- [TASK OBJECTIVE]
What is the number of lines in the entries below that include the word "Downer"? Provide the number only.

STUDY MATERIAL START

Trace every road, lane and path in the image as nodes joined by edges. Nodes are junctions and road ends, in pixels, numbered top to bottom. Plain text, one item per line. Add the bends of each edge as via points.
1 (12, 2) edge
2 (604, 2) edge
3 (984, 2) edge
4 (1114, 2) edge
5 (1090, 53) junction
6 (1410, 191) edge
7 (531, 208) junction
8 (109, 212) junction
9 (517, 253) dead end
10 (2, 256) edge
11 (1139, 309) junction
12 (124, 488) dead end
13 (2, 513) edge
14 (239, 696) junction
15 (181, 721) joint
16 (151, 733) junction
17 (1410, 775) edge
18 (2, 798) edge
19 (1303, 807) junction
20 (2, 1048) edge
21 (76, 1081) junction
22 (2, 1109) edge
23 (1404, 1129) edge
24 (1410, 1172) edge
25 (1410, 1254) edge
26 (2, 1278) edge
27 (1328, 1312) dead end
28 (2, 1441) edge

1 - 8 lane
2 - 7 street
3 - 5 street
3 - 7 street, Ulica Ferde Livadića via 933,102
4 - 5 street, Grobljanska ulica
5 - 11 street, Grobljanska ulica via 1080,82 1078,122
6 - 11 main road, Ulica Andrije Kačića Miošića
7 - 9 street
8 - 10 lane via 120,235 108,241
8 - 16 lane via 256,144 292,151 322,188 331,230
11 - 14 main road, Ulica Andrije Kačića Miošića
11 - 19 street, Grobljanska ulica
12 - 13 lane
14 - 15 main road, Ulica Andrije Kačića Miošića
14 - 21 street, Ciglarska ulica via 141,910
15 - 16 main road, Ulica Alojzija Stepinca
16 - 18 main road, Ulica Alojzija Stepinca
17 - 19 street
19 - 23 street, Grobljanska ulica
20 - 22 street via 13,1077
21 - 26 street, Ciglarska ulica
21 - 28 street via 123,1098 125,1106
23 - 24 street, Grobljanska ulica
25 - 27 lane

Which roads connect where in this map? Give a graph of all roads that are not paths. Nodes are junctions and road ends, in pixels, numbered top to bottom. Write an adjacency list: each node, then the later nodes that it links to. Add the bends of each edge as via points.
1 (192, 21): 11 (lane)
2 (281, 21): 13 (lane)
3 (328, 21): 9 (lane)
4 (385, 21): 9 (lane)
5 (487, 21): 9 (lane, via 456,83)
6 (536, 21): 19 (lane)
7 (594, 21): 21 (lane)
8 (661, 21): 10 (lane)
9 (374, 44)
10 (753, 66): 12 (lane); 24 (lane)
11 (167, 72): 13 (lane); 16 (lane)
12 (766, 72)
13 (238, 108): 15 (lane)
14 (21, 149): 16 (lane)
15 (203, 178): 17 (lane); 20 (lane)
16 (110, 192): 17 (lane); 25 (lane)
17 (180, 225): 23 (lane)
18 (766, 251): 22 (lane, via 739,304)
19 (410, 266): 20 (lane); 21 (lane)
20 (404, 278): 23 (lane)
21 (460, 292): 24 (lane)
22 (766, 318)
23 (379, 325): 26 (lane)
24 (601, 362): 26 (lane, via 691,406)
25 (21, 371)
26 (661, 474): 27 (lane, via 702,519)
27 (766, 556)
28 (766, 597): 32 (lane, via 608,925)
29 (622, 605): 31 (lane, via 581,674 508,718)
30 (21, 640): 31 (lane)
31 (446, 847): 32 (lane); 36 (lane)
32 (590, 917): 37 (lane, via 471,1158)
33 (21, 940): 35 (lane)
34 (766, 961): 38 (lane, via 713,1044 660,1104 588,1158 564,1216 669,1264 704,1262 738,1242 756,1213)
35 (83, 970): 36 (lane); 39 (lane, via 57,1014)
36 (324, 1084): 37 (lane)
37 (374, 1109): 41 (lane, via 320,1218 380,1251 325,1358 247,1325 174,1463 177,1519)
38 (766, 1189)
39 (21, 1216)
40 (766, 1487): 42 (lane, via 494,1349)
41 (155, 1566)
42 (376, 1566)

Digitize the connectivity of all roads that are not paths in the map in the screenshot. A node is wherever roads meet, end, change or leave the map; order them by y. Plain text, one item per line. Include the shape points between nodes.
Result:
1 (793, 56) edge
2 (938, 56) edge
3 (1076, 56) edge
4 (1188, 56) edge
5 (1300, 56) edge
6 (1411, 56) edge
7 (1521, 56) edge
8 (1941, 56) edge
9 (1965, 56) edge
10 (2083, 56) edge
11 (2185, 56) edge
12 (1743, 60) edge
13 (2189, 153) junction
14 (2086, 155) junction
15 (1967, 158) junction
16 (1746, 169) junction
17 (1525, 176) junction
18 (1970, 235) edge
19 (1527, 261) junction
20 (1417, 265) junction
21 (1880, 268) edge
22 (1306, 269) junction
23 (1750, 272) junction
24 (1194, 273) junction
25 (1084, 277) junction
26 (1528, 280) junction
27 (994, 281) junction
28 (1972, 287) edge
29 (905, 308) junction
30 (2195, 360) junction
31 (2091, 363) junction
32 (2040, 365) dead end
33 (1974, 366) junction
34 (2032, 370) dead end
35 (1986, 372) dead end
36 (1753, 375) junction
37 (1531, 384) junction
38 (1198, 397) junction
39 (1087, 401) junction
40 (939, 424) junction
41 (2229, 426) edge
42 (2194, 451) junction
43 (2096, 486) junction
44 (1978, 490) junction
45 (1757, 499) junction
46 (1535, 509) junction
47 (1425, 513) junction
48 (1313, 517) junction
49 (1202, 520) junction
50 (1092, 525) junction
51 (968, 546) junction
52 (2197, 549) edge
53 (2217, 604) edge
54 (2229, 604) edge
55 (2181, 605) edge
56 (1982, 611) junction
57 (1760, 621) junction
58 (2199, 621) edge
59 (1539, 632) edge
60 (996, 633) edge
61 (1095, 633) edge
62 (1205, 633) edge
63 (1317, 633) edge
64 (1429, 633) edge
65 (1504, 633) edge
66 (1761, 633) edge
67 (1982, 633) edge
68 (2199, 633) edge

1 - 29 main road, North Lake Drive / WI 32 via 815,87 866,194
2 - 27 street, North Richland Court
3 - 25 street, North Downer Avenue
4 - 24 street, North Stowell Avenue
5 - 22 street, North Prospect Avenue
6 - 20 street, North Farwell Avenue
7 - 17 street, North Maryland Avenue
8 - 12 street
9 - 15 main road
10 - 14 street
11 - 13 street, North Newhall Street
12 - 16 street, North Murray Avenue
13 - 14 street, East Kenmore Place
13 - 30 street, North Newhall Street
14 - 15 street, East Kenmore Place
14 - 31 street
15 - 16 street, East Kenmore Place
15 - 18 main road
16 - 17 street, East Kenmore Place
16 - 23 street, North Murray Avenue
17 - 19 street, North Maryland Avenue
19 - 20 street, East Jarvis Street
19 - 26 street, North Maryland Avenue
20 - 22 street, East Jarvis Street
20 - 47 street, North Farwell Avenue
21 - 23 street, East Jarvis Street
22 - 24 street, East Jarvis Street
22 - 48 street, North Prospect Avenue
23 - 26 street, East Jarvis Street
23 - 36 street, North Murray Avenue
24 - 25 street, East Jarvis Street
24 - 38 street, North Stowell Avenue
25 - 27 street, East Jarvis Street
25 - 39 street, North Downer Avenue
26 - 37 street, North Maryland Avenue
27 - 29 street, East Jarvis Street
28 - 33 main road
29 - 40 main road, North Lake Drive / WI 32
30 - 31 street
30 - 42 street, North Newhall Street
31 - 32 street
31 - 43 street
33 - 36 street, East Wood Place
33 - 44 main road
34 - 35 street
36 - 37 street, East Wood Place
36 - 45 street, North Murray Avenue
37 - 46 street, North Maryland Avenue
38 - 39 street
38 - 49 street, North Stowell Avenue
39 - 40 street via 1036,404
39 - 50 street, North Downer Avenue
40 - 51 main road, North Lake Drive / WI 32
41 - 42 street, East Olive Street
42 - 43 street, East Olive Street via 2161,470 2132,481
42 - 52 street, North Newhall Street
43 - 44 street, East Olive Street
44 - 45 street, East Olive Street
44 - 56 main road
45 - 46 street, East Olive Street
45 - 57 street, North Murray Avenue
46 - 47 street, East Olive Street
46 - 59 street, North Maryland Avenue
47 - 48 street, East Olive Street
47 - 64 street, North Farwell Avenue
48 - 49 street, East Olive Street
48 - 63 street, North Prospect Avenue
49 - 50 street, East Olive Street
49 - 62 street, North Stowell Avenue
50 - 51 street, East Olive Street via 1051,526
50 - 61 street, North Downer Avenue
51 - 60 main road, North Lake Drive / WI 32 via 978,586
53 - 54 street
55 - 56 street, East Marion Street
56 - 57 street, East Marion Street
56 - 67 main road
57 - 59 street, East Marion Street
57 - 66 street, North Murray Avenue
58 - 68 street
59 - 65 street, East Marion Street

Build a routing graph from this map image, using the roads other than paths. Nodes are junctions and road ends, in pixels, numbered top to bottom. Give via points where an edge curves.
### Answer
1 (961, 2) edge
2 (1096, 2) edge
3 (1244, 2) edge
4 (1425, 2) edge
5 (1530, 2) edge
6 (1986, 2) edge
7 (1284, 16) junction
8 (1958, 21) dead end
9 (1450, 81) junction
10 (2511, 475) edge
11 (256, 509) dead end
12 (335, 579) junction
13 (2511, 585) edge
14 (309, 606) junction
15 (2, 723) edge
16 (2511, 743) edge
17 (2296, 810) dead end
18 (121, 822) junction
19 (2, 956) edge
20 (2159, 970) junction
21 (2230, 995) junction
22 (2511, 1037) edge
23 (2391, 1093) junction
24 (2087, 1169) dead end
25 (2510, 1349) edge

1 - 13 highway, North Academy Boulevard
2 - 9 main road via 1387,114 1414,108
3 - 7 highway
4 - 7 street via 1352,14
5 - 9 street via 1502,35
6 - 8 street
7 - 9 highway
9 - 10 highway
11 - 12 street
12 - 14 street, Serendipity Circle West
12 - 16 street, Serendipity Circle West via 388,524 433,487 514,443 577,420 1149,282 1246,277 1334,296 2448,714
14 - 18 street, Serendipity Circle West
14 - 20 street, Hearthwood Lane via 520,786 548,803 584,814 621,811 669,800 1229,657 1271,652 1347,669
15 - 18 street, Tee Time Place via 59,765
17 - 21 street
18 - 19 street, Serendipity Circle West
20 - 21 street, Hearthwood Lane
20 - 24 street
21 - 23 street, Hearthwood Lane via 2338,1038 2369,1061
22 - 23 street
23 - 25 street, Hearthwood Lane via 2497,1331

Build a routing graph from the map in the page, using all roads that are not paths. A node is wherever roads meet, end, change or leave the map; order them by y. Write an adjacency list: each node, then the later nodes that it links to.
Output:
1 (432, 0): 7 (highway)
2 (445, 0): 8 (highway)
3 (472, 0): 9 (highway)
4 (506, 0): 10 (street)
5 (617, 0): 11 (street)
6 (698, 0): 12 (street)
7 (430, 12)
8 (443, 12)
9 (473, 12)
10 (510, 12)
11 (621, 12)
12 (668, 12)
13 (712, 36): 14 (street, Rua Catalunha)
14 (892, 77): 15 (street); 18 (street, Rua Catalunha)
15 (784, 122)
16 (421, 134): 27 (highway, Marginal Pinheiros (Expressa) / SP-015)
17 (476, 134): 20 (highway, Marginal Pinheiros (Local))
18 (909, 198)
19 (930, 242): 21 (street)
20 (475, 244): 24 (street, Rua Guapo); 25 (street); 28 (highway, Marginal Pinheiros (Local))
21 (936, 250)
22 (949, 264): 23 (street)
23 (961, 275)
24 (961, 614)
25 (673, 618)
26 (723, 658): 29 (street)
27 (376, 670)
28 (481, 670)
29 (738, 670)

STUDY MATERIAL END

- [RESULT FOR THIS EXERCISE]
4